**Work to complete**
I need the number of lines in the data that include "Renaat"; reply with that number alone.

**Records supplied**
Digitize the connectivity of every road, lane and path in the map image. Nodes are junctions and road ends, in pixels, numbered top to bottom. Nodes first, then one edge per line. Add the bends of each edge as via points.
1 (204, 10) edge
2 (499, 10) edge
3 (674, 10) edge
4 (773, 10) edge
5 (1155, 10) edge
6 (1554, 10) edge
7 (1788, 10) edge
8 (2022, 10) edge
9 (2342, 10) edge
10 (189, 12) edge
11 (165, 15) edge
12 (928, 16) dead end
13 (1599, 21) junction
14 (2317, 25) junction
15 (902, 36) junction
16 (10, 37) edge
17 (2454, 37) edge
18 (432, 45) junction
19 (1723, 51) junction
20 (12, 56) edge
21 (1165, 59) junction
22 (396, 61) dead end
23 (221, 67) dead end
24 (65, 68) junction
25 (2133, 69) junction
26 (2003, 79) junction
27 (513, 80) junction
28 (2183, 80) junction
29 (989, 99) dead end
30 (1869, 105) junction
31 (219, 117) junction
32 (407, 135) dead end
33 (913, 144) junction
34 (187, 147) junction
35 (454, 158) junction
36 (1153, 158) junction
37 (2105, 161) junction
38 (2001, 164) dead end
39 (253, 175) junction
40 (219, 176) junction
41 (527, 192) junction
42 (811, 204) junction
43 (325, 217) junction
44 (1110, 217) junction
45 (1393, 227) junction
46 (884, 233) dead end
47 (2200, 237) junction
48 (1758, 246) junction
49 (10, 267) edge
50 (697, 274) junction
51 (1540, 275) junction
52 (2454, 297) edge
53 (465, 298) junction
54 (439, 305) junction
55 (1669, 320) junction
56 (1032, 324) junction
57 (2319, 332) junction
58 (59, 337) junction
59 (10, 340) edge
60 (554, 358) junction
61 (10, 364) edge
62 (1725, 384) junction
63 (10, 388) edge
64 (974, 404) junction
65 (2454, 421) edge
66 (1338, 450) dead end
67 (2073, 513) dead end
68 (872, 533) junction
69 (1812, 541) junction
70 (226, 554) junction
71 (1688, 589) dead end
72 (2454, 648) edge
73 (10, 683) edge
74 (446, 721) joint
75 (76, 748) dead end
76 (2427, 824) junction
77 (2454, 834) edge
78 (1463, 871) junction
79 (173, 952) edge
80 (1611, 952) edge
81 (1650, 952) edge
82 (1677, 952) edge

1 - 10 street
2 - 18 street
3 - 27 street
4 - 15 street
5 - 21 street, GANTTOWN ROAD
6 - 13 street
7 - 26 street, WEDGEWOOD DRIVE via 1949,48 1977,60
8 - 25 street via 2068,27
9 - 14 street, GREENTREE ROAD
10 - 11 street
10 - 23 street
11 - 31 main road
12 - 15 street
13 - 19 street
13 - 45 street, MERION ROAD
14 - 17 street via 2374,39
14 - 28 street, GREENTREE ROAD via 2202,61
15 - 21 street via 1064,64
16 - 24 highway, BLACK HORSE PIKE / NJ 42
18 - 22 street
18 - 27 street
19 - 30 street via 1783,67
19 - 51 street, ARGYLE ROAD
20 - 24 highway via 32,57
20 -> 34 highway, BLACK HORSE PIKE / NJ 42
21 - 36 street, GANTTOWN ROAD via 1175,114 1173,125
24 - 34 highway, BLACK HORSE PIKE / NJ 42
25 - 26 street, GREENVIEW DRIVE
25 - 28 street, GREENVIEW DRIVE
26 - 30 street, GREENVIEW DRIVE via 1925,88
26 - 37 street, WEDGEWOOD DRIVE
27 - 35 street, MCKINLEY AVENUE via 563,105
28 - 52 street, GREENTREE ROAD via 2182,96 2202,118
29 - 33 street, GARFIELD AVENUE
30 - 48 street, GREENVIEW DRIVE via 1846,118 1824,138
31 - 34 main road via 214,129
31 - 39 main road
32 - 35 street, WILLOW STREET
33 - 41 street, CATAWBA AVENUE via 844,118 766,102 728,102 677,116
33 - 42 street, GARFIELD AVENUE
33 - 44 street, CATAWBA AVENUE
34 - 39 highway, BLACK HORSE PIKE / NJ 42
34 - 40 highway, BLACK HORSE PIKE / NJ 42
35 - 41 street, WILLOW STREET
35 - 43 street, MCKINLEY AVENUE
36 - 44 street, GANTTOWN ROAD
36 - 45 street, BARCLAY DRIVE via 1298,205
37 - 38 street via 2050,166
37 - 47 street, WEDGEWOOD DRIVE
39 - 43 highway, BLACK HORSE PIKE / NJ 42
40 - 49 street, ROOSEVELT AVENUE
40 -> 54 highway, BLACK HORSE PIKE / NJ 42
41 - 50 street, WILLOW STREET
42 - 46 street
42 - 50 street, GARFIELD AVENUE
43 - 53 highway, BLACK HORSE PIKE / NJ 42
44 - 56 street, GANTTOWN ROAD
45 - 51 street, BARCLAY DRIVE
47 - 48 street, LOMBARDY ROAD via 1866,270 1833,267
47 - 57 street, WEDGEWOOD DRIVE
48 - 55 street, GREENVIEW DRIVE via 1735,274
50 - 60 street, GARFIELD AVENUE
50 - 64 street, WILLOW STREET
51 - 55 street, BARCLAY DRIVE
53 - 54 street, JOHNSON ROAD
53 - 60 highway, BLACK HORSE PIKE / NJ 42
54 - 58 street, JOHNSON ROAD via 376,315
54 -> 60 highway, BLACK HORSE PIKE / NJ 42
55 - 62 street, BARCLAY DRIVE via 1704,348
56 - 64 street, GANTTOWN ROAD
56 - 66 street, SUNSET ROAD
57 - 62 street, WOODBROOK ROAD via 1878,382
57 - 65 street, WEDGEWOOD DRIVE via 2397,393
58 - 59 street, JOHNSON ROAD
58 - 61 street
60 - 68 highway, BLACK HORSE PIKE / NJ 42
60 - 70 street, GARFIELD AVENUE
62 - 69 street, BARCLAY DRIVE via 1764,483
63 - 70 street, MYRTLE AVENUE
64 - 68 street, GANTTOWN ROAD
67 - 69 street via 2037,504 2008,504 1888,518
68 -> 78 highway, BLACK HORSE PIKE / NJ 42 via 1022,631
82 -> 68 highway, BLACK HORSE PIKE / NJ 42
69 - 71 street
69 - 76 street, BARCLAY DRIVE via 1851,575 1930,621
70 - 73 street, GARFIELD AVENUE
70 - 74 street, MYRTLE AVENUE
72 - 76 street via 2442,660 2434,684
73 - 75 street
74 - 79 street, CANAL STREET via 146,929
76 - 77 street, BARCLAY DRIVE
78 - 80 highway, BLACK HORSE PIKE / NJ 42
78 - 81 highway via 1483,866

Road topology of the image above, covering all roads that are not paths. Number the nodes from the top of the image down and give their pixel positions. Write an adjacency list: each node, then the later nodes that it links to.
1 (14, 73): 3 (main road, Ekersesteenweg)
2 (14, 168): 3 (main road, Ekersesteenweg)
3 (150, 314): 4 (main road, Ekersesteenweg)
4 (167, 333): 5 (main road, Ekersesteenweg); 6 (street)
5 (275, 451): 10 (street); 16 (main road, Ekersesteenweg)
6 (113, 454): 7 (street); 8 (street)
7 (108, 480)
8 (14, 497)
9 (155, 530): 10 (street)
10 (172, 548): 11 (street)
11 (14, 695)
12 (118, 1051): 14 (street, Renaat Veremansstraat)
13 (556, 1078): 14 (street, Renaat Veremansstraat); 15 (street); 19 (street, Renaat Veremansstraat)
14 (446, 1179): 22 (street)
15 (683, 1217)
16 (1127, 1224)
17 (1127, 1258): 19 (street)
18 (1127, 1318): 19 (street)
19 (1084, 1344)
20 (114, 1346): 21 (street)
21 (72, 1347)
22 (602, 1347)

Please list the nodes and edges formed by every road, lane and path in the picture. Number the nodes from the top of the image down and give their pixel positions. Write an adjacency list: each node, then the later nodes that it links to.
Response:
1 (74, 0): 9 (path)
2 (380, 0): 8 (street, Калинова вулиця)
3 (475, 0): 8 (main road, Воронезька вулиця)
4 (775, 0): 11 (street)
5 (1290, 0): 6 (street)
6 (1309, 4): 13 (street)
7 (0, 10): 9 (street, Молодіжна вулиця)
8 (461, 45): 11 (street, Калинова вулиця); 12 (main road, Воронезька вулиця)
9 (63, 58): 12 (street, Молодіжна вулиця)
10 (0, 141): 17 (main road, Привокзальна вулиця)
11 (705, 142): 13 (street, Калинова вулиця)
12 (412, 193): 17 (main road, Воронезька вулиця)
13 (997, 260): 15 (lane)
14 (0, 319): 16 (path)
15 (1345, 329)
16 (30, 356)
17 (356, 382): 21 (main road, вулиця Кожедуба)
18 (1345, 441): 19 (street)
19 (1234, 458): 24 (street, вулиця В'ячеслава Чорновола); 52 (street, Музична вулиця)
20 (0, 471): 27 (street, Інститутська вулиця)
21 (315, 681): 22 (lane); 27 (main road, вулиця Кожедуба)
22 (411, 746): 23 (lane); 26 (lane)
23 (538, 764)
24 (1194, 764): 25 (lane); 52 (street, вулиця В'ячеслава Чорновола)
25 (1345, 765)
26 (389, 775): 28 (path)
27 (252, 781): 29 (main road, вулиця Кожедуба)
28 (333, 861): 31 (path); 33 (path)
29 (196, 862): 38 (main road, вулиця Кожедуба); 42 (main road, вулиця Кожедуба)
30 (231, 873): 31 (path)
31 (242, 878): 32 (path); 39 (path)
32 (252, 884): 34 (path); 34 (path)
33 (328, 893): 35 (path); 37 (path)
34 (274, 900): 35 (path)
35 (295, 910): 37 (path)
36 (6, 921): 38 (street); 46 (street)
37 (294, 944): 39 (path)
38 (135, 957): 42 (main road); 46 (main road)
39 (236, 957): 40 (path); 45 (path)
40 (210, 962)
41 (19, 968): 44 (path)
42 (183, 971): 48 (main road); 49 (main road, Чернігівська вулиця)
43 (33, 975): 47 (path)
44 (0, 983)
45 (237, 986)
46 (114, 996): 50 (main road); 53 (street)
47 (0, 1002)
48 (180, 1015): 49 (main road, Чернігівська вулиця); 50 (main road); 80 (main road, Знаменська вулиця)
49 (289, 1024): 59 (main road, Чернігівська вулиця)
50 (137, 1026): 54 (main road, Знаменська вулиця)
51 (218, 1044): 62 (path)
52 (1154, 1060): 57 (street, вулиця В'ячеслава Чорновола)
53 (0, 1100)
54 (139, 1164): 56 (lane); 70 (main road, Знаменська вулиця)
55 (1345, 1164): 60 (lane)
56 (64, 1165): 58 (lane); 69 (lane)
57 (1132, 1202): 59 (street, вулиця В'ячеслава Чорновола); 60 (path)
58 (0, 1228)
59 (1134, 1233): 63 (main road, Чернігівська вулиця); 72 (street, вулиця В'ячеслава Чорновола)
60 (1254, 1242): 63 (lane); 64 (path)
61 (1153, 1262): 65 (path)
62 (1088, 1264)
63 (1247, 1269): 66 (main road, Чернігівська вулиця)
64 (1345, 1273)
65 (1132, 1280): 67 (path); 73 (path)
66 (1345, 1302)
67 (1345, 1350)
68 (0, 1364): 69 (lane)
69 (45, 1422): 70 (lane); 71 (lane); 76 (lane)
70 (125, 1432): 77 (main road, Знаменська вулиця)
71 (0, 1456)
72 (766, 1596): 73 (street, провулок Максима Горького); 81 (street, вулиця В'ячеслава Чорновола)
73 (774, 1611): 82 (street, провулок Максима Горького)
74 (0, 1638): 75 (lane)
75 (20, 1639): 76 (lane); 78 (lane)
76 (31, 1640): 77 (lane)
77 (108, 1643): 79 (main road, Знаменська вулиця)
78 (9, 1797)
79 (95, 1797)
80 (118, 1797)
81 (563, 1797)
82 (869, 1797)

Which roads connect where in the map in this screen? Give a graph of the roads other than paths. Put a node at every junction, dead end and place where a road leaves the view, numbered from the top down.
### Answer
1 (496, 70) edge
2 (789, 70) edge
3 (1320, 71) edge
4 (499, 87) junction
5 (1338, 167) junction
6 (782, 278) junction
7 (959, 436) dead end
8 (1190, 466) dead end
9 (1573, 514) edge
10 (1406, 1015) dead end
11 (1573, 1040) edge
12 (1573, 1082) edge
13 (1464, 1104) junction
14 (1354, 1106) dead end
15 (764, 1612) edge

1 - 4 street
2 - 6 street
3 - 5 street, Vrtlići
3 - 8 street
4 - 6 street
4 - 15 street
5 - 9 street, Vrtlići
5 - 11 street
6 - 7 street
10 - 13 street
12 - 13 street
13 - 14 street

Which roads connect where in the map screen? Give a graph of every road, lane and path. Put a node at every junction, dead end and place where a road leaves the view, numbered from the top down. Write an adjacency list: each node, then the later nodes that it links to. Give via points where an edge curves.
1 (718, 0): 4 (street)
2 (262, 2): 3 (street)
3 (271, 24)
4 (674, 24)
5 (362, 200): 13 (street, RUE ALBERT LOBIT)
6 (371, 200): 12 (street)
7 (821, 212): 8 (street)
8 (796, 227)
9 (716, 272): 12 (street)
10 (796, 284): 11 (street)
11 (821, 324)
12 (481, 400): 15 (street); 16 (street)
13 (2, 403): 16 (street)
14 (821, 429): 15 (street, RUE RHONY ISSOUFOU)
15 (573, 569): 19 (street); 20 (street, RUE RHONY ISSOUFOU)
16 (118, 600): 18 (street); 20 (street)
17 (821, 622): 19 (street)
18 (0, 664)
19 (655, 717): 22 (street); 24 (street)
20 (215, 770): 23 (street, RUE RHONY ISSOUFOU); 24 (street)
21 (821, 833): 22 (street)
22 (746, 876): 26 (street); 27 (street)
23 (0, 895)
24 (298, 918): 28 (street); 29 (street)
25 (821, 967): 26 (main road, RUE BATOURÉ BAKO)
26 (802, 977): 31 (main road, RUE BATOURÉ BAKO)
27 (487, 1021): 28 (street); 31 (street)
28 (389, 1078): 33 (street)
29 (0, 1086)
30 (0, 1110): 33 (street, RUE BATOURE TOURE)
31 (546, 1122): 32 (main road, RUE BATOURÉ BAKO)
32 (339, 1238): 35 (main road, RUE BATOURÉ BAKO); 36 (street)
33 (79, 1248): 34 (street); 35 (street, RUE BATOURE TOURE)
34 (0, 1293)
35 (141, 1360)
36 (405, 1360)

**Solution for this task**
2